Lei lo ha riassunto con uno slogan: meno bombe, più pannelli solari.
«Purtroppo, però, non sembra proprio questo l’orientamento. Stiamo facendo una pericolosa retromarcia rispetto alla green economy e al passaggio alle energie rinnovabili di cui si parla da decenni. Stiamo perdendo tempo prezioso e buttando via anni durante i quali potevamo ancora fare qualcosa per fermare l’innalzamento delle temperature e la guerra contro il clima non avrà possibilità di essere vinta».
C’è ancora tempo per evitare lo scenario peggiore?
«Il tempo è pochissimo, specialmente perché, come per un malattia, se manca la prevenzione si va verso l’irreversibilità».
Cosa fare?
«Ci vorrebbe una grande presa di coscienza collettiva, mondiale, sul fatto che il nostro nemico è il male che stiamo facendo al clima.

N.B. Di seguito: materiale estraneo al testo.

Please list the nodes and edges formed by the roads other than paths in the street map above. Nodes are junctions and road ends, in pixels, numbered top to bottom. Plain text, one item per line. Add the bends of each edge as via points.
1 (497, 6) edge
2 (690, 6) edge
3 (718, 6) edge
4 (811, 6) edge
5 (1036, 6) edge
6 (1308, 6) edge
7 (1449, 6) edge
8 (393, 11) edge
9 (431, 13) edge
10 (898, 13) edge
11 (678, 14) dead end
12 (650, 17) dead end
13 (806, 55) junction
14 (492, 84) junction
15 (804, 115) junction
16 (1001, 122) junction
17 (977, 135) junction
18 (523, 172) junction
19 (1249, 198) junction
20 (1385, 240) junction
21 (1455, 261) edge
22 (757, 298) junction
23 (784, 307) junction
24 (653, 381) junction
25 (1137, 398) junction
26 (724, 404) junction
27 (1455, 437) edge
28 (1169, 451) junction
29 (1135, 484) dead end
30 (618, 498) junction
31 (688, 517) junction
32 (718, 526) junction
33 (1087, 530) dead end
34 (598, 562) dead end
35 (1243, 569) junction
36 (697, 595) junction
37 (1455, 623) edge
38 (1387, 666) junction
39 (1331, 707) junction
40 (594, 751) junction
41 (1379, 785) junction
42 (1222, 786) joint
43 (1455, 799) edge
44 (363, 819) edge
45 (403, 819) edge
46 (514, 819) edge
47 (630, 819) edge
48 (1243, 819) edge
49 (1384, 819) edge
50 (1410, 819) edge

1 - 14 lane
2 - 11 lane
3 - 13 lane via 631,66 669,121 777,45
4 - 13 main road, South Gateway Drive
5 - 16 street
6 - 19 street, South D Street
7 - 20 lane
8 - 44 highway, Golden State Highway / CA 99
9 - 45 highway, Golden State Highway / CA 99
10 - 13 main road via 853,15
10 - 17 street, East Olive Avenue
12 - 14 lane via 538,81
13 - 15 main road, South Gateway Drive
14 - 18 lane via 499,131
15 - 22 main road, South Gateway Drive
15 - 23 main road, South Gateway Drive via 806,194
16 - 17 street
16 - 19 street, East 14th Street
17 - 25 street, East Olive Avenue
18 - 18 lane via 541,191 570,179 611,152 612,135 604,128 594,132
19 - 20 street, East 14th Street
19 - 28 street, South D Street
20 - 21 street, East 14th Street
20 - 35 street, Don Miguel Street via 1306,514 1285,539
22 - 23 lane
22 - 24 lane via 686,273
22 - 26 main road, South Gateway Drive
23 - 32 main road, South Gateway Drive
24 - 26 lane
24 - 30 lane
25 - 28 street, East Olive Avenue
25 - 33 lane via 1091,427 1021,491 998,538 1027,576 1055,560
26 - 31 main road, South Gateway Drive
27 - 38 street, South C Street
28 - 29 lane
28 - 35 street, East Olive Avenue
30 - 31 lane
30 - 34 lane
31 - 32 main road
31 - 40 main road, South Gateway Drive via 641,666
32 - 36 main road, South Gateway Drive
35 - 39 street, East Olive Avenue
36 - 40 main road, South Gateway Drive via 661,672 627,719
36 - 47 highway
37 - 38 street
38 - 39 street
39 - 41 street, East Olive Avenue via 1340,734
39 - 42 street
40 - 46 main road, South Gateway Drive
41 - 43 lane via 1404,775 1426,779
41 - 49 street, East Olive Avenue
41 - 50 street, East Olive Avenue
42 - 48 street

Dobbiamo usare tutte le forze a disposizione per mettere in atto gli obiettivi di sostenibilità delle Nazioni Unite. Sono 17, e uno di questi è la crisi climatica, ma il numero 16 è la pace. Occorre rendersi conto che senza la pace non si può pensare di occuparsi dell’ambiente. La pace è una condizione necessaria per la tutela ambientale».
Intervista di Laura Perina, L’Arena.